Papa (self-portrait seen above in today's BradCast logo) shares his amazing story about how he was sentenced to "15 years to life" for a first-time, non-violent, drug-related crime under New York's "tough on crime", "war on drugs" policies of the 80s. He served 12 years of hard time --- for delivering 4 ounces of cocaine in exchange for $500 --- before he was finally granted clemency by the Governor.
He follows his first book, 15 to Life: How I Painted My Way to Freedom up with his latest, An Open Letter to Men and Women Returning Home in the Age of Reform, just released on Kindle today.
Papa was lucky enough to earn three degrees while serving 12 years in prison, where he also discovered he knows how to paint. He now serves as Artist in Residence at Drug Policy Alliance and has had his work exhibited at the Whitney Museum. On today's show, in addition to his personal story, he shared his optimistic thoughts on criminal justice reform ("mandatory minimum sentencing became the poison that literally broke the system"), some words of advice to those about to be released ("these men and women coming home into a society that is not ready for them, can be a problem"), and his opinions on the outrage of restrictions on voting placed on both current and former felons.
"The greatest thing for me being in prison, was my discovery for me of my political awareness," he tells me.

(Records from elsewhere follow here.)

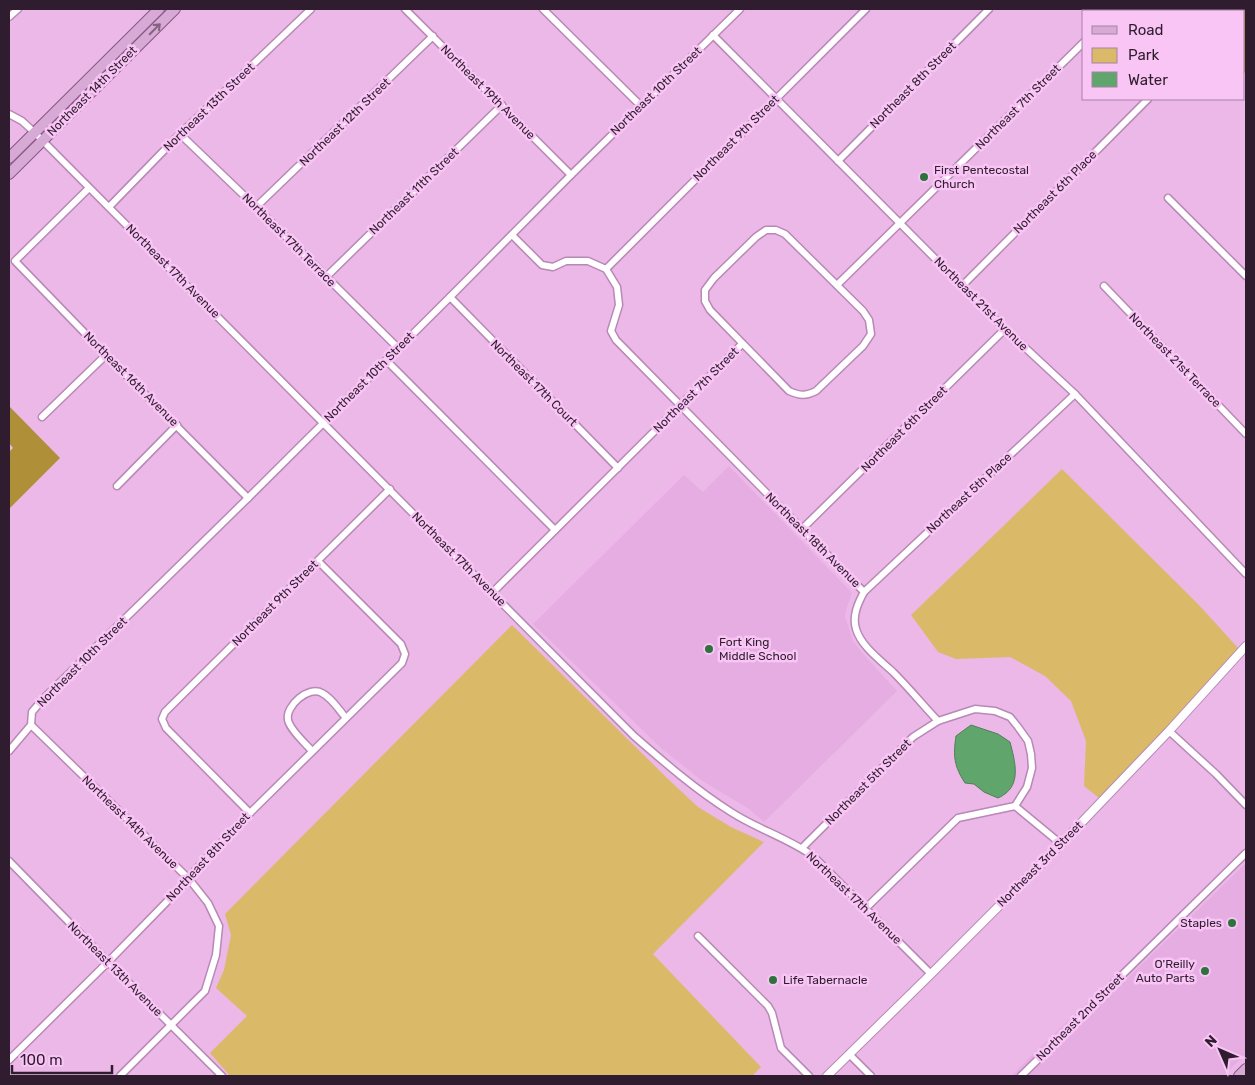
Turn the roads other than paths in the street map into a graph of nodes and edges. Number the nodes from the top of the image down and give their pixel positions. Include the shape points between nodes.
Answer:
1 (18, 9) edge
2 (159, 9) edge
3 (175, 9) edge
4 (311, 9) edge
5 (405, 9) edge
6 (544, 9) edge
7 (740, 9) edge
8 (866, 9) edge
9 (989, 9) edge
10 (9, 17) edge
11 (713, 35) junction
12 (433, 36) junction
13 (1082, 44) edge
14 (776, 98) junction
15 (1147, 100) edge
16 (502, 105) junction
17 (641, 106) junction
18 (9, 114) edge
19 (34, 132) junction
20 (180, 134) junction
21 (42, 140) junction
22 (9, 158) edge
23 (838, 161) junction
24 (9, 174) edge
25 (571, 175) junction
26 (89, 188) junction
27 (1168, 198) dead end
28 (109, 207) junction
29 (256, 207) junction
30 (900, 224) junction
31 (512, 235) junction
32 (606, 268) junction
33 (1246, 276) edge
34 (326, 277) junction
35 (837, 285) junction
36 (962, 286) junction
37 (1104, 286) dead end
38 (450, 298) junction
39 (1005, 329) junction
40 (742, 344) junction
41 (398, 348) junction
42 (106, 355) junction
43 (386, 360) junction
44 (1075, 394) junction
45 (681, 406) junction
46 (42, 417) dead end
47 (323, 422) junction
48 (177, 425) junction
49 (1246, 434) edge
50 (618, 468) junction
51 (117, 486) dead end
52 (390, 489) junction
53 (248, 498) junction
54 (802, 529) junction
55 (555, 530) junction
56 (318, 561) junction
57 (1246, 574) edge
58 (864, 592) junction
59 (492, 593) junction
60 (1246, 646) edge
61 (346, 718) junction
62 (938, 721) junction
63 (31, 725) junction
64 (1169, 731) junction
65 (9, 751) edge
66 (312, 751) junction
67 (1246, 805) edge
68 (1015, 806) junction
69 (250, 813) junction
70 (1060, 844) junction
71 (802, 848) junction
72 (1246, 853) edge
73 (9, 861) edge
74 (189, 879) junction
75 (866, 908) junction
76 (698, 936) dead end
77 (108, 962) junction
78 (931, 974) junction
79 (172, 1025) junction
80 (849, 1054) junction
81 (9, 1060) edge
82 (1246, 1070) edge
83 (120, 1076) edge
84 (222, 1076) edge
85 (809, 1076) edge
86 (827, 1076) edge
87 (871, 1076) edge
88 (1021, 1076) edge
89 (1239, 1076) edge

1 - 10 street
2 - 19 main road, Northeast 14th Street
21 -> 3 main road, Northeast 14th Street
4 - 20 street, Northeast 13th Street
5 - 12 street, Northeast 19th Avenue
6 - 17 street
7 - 11 street, Northeast 10th Street
8 - 14 street, Northeast 9th Street
9 - 23 street, Northeast 8th Street
11 - 14 street, Northeast 21st Avenue
11 - 17 street, Northeast 10th Street
12 - 16 street, Northeast 19th Avenue
12 - 29 street, Northeast 12th Street
13 - 30 street, Northeast 7th Street
14 - 23 street, Northeast 21st Avenue
14 - 32 street, Northeast 9th Street
15 - 36 street, Northeast 6th Place
16 - 25 street, Northeast 19th Avenue
16 - 34 street, Northeast 11th Street
17 - 25 street, Northeast 10th Street
18 - 19 street, Northeast 17th Avenue
19 - 21 street, Northeast 17th Avenue
19 - 22 main road, Northeast 14th Street
20 - 28 street, Northeast 13th Street
20 - 29 street, Northeast 17th Terrace
21 - 24 main road, Northeast 14th Street
21 - 26 street, Northeast 17th Avenue
23 - 30 street, Northeast 21st Avenue
25 - 31 street, Northeast 10th Street
26 - 28 street, Northeast 17th Avenue
26 - 42 street, Northeast 16th Avenue via 15,260
27 - 33 street
28 - 47 street, Northeast 17th Avenue
29 - 34 street, Northeast 17th Terrace
30 - 35 street, Northeast 7th Street
30 - 36 street, Northeast 21st Avenue
31 - 32 street via 542,265 553,267 566,261 588,260
31 - 38 street, Northeast 10th Street
32 - 45 street, Northeast 18th Avenue via 618,287 619,305 611,332
34 - 41 street, Northeast 17th Terrace
35 - 40 street, Northeast 7th Street via 863,311 869,320 871,334 863,346 816,390 807,395 790,391
35 - 40 street via 785,234 766,230 705,290 705,301 710,310
36 - 39 street, Northeast 21st Avenue
37 - 49 street, Northeast 21st Terrace
38 - 41 street, Northeast 10th Street
38 - 50 street, Northeast 17th Court
39 - 44 street, Northeast 21st Avenue
39 - 54 street, Northeast 6th Street
40 - 45 street, Northeast 7th Street
41 - 43 street, Northeast 10th Street
42 - 46 street
42 - 48 street, Northeast 16th Avenue
43 - 47 street, Northeast 10th Street
43 - 55 street
44 - 57 street, Northeast 21st Avenue
44 - 58 street, Northeast 5th Place
45 - 50 street, Northeast 7th Street
45 - 54 street, Northeast 18th Avenue
47 - 52 street, Northeast 17th Avenue
47 - 53 street, Northeast 10th Street
48 - 51 street
48 - 53 street, Northeast 16th Avenue
50 - 55 street, Northeast 7th Street
52 - 56 street, Northeast 9th Street
52 - 59 street, Northeast 17th Avenue
53 - 63 street, Northeast 10th Street via 43,699 32,712
54 - 58 street, Northeast 18th Avenue
55 - 59 street, Northeast 7th Street
56 - 61 street, Northeast 8th Street via 400,644 405,654 402,663
56 - 69 street, Northeast 9th Street via 165,712 162,719 166,728
58 - 62 street, Northeast 18th Avenue via 855,613 858,636
59 - 71 street, Northeast 17th Avenue via 634,736 679,774 730,812
60 - 64 street, Northeast 3rd Street
61 - 66 street, Northeast 8th Street
61 - 66 street via 320,692 305,694 292,705 288,719 290,726
62 - 68 street via 975,709 995,711 1010,717 1028,741 1032,768 1027,787
62 - 71 street, Northeast 5th Street via 913,737
63 - 65 street, Northeast 10th Street
63 - 74 street, Northeast 14th Avenue
64 - 67 street
64 - 70 street, Northeast 3rd Street
66 - 69 street, Northeast 8th Street
68 - 70 street
68 - 75 street via 958,818
69 - 74 street, Northeast 8th Street
70 - 78 street, Northeast 3rd Street
71 - 75 street, Northeast 17th Avenue
72 - 88 street, Northeast 2nd Street
73 - 77 street, Northeast 13th Avenue
74 - 77 street, Northeast 8th Street
74 - 79 street, Northeast 14th Avenue via 208,903 219,926 216,955 205,991
75 - 78 street, Northeast 17th Avenue
76 - 85 street via 768,1006 781,1048
77 - 79 street, Northeast 13th Avenue
77 - 81 street, Northeast 8th Street
78 - 80 street, Northeast 3rd Street
79 - 83 street
79 - 84 street, Northeast 13th Avenue
80 - 86 street, Northeast 3rd Street
80 - 87 street
82 - 89 main road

But, after his release, he learned he would still not be able to vote for another five years, even though he had served his time under laws passed by officials he should have been able to vote against. "Before I went to prison, I didn't even bother to vote. I was a regular Joe. When I came out, discovering I couldn't vote was very painful for me. So it took five years, but when the time came, I cast that vote. I felt like I was whole again. It was a wonderful feeling."

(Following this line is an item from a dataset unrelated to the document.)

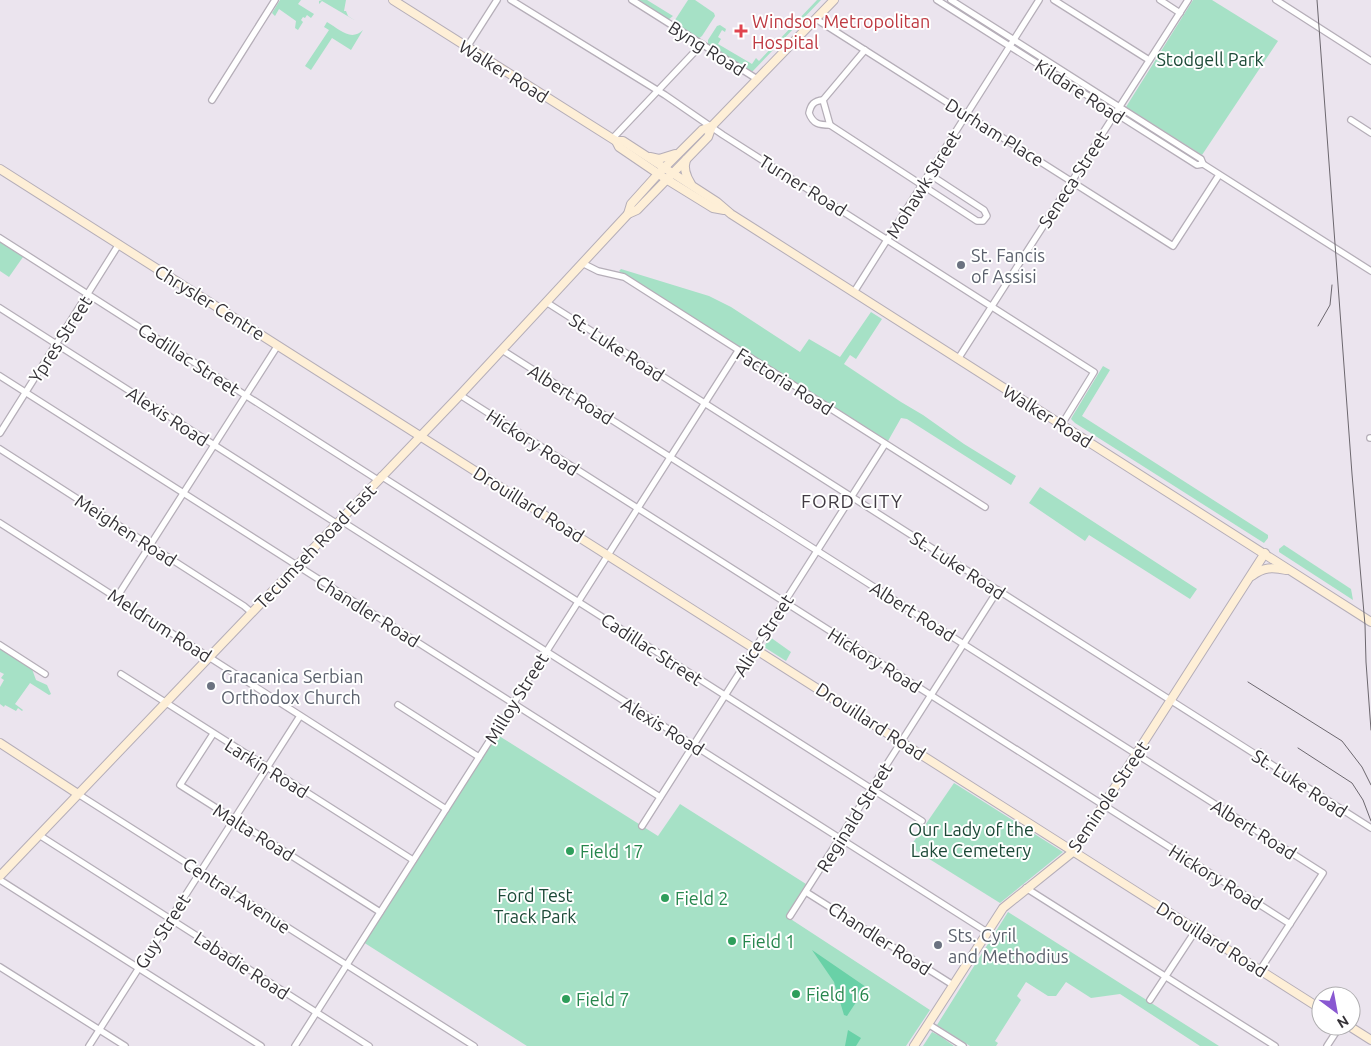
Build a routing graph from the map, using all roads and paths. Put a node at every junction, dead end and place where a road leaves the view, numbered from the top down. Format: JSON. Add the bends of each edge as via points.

Finally today: Wayne Simmons, the "former CIA operative" regularly featured on Fox "News" for more than a decade, where he has been cited by wingnuts time and again on everything from Benghazi to torture to ISIS and their "19 paramilitary Muslim training facilities in the United States" (which don't exist), turns out to have never worked for the CIA at all and has now been arrested on federal fraud charges.